---------- DATA ----------

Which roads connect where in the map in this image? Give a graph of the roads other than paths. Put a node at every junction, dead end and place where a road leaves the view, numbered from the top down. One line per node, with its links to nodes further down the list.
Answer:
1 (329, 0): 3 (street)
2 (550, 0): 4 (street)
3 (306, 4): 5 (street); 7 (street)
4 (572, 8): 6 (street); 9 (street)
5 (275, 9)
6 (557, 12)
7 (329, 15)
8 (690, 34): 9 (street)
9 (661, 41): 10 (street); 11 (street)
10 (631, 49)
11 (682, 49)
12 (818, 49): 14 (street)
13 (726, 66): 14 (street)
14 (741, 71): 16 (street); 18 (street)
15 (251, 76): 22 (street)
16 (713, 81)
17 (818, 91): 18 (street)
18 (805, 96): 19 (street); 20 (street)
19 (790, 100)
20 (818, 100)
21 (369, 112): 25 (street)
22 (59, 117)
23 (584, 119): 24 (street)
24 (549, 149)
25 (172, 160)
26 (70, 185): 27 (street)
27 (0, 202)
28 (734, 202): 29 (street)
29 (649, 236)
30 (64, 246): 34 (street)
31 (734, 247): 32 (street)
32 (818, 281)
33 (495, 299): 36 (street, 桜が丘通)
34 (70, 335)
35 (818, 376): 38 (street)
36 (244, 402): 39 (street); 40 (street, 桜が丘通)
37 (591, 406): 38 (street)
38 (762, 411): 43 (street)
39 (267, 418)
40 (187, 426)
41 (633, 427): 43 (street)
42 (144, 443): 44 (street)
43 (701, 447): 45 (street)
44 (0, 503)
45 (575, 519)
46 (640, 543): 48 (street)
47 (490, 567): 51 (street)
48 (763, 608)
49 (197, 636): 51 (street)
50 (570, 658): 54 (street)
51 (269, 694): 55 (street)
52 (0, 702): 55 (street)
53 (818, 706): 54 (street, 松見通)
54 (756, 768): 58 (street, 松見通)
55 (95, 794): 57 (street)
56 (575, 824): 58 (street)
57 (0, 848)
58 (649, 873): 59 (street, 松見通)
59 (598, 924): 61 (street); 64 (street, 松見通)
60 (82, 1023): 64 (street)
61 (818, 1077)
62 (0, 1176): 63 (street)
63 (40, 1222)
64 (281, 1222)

----------

> TASK REQUIREMENTS: All of the material shown above should be written out exactly.

> SOLVED EXERCISE:
Which roads connect where in the map in this image? Give a graph of the roads other than paths. Put a node at every junction, dead end and place where a road leaves the view, numbered from the top down. One line per node, with its links to nodes further down the list.
Answer:
1 (329, 0): 3 (street)
2 (550, 0): 4 (street)
3 (306, 4): 5 (street); 7 (street)
4 (572, 8): 6 (street); 9 (street)
5 (275, 9)
6 (557, 12)
7 (329, 15)
8 (690, 34): 9 (street)
9 (661, 41): 10 (street); 11 (street)
10 (631, 49)
11 (682, 49)
12 (818, 49): 14 (street)
13 (726, 66): 14 (street)
14 (741, 71): 16 (street); 18 (street)
15 (251, 76): 22 (street)
16 (713, 81)
17 (818, 91): 18 (street)
18 (805, 96): 19 (street); 20 (street)
19 (790, 100)
20 (818, 100)
21 (369, 112): 25 (street)
22 (59, 117)
23 (584, 119): 24 (street)
24 (549, 149)
25 (172, 160)
26 (70, 185): 27 (street)
27 (0, 202)
28 (734, 202): 29 (street)
29 (649, 236)
30 (64, 246): 34 (street)
31 (734, 247): 32 (street)
32 (818, 281)
33 (495, 299): 36 (street, 桜が丘通)
34 (70, 335)
35 (818, 376): 38 (street)
36 (244, 402): 39 (street); 40 (street, 桜が丘通)
37 (591, 406): 38 (street)
38 (762, 411): 43 (street)
39 (267, 418)
40 (187, 426)
41 (633, 427): 43 (street)
42 (144, 443): 44 (street)
43 (701, 447): 45 (street)
44 (0, 503)
45 (575, 519)
46 (640, 543): 48 (street)
47 (490, 567): 51 (street)
48 (763, 608)
49 (197, 636): 51 (street)
50 (570, 658): 54 (street)
51 (269, 694): 55 (street)
52 (0, 702): 55 (street)
53 (818, 706): 54 (street, 松見通)
54 (756, 768): 58 (street, 松見通)
55 (95, 794): 57 (street)
56 (575, 824): 58 (street)
57 (0, 848)
58 (649, 873): 59 (street, 松見通)
59 (598, 924): 61 (street); 64 (street, 松見通)
60 (82, 1023): 64 (street)
61 (818, 1077)
62 (0, 1176): 63 (street)
63 (40, 1222)
64 (281, 1222)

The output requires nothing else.